As evidenced in the preceding sections, the Constitutional Committee process and military dynamics on the ground have been closely connected in the GoS strategy of reconquest. Due to the imbalance of power between the pro-Assad coalition and the opposition since 2015, the former has been able to link and exploit both the battlefield and conference rooms for its own advantage in the following ways:
Buying time to create facts on the ground: Russia initiated the Constitutional Committee to create a bridge between the Astana/Sochi process and the UN-led peace process that was based on UNSCR 2254. By securing the UN’s support, Russia successfully legitimised its more exclusive Astana/Sochi process, even though it was in fact a framework to facilitate a military solution to the conflict and to deconflict Russia’s regional interests with those of Turkey and Iran. By keeping the UN-led process on life support, the pro-Assad coalition bought time to create facts on the ground without having to fear greater political pressure from the international community that could have translated into military pressure. After all, the complete absence of a political process would have increased the likelihood of military pressure since foreign states might have decided to force the pro-Assad coalition into negotiations through military intervention.

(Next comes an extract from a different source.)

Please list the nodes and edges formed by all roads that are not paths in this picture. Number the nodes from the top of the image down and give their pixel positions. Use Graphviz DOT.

Expediting the destruction of political opposition and governance alternatives within Syria: The pro-Assad coalition’s military strategy of collectively targeting civilians and civilian infrastructure since early phases of the conflict has hampered political and civil society consolidation in opposition-held areas. This has meant that governance alternatives to the GoS could not develop on a large and organised scale. As a result, opposition bodies, as well as opposition-leaning civil society groups and individuals, have been forced to engage mostly from abroad. Detached from their communities, these groups have gradually lost credibility and legitimacy. This dynamic also plays out with the opposition and opposition-leaning side of the Constitutional Committee, whose members have to work from abroad and thus remain detached from a large part of the communities on whose behalf they negotiate.

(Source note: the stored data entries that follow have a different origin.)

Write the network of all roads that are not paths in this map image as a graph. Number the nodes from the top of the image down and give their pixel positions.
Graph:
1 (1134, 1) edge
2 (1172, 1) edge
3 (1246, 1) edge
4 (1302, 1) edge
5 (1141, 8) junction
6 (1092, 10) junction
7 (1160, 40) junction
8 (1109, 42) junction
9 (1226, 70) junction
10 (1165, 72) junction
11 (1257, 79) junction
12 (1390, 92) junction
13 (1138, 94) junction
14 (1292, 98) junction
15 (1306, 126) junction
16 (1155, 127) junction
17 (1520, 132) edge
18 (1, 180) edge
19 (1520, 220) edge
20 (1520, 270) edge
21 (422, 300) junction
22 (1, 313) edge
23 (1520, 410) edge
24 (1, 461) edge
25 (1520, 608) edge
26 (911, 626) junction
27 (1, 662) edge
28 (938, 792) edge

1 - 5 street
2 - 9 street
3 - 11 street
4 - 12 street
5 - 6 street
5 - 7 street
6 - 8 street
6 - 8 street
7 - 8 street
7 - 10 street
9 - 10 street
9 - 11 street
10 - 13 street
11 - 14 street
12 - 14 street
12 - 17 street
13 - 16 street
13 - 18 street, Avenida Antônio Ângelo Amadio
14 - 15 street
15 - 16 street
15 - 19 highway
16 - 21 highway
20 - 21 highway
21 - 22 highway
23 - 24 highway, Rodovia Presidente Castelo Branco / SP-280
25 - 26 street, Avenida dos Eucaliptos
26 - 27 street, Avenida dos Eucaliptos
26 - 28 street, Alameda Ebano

Creating and maintaining polarisation: While the Constitutional Committee and the accompanying UN-sponsored political process provided the pro-Assad coalition with political cover to continue its military offensives, at the same time these offensives undermined the Constitutional Committee’s viability. For Syria’s opposition, and also for parts of the civil society delegation that have been demanding a meaningful ceasefire for years, the purposeful continuation of war crimes is nothing less than a blunt provocation. In addition, such acts evidently increase polarisation between the negotiating parties and put pressure on everyone to take sides in a more uncompromising manner.